There was one more technical challenge: LinkedIn normally rolls out new features gradually to a small set of users to test response and catch bugs. With blocking, the team decided it couldn’t do that: Everyone should have blocking at the same time, and it needed to work across the service immediately.
The engineering team had to develop 50 new tests just to make sure member blocking worked across various versions of LinkedIn, including desktop and mobile websites and LinkedIn’s various apps. The engineering team also ran 18,000 existing tests to make sure the introduction of blocking didn’t break other functions.
The work LinkedIn did on blocking dovetailed into other development. One example is LinkedIn’s new publishing tools. The day before LinkedIn introduced blocking, the company opened up its publishing platform to a small set of LinkedIn users. (Previously, it had only be available to a few hundred famous business leaders like Richard Branson and Jack Welch.) These posts hit a customized audience, so LinkedIn needs to make sure it shows up for the right people in someone’s network—and doesn’t show up to someone who’s blocked.

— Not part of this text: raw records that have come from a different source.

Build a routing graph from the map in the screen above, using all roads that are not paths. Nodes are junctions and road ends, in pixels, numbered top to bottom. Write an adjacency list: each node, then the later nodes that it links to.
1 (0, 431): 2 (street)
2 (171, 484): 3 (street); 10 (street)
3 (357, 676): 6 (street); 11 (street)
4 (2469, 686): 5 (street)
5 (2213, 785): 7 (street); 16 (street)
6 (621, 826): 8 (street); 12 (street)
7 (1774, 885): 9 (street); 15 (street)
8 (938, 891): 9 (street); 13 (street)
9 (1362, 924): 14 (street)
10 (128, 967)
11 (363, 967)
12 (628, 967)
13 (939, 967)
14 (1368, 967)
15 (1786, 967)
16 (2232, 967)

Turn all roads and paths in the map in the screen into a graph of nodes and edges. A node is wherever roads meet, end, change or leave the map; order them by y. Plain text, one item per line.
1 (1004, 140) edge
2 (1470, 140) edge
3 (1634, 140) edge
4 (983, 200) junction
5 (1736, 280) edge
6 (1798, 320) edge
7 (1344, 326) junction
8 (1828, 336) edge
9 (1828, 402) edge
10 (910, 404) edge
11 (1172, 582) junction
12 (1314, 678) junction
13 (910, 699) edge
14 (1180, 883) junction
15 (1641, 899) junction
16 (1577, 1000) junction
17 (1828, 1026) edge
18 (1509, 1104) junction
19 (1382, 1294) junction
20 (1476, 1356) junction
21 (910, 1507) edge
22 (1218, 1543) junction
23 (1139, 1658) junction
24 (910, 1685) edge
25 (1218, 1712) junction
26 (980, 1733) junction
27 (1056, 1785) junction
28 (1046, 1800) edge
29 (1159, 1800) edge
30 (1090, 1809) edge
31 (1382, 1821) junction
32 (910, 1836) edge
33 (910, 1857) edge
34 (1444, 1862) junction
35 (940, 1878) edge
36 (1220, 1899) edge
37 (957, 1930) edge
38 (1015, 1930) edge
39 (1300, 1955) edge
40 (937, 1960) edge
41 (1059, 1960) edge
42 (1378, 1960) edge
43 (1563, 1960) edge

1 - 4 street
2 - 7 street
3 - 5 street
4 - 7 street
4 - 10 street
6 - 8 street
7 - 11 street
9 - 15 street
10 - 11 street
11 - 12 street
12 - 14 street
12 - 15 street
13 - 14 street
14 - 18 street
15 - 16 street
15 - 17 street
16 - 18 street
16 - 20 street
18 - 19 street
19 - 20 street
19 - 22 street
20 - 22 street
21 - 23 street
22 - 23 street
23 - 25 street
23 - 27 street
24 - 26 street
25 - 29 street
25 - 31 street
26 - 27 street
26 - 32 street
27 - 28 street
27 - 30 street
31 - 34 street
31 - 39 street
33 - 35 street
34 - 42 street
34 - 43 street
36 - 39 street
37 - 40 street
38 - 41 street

LinkedIn may have been late to the game, but it arguably built a block feature that’s more sophisticated and sensitive than Twitter’s.
(For people still concerned about privacy even after they’ve blocked a user, it’s possible to tailor your public profile to prevent anyone outside of your network—including people who search for you online and don’t have a LinkedIn account—to see your name or profile.)
When Getting A Job Leaves You Exposed
When you sign up for a social network, you’re making yourself visible to the world in a way that was rarely possible before the rise of social media. And while there are many benefits—in LinkedIn’s case, it can help you get a job—the downside is that visibility can mean vulnerability.
Harassment and bullying are problems many social networks have, and ones that law enforcement is ill-equipped to deal with. It’s especially bad for women.
As feminist writer Amanda Hess writes:
“Ignore the barrage of violent threats and harassing messages that confront you online every day.” That’s what women are told. But these relentless messages are an assault on women’s careers, their psychological bandwidth, and their freedom to live online.
Our online lives have become just as important as our offline ones—and social media companies need to take steps to prevent online harassment that can affect us in the real world.
LinkedIn faced a lot of criticism, deservedly, for being late to introduce blocking. But from what ReadWrite has learned, after the company decided to make the feature a priority, it moved swiftly to solve a complex technical problem in a way that made blocking a meaningful safety measure—not just a quickly implemented, face-saving gesture to appease critics.
For Sally, the block function provides some sense of security, though she doesn’t think her ex-boyfriend has stopped stalking her online.
“I think [blocking] has anonymized it,” she said. “Do I think he’s still doing it? Absolutely. The good news is, I don’t have to see his face.”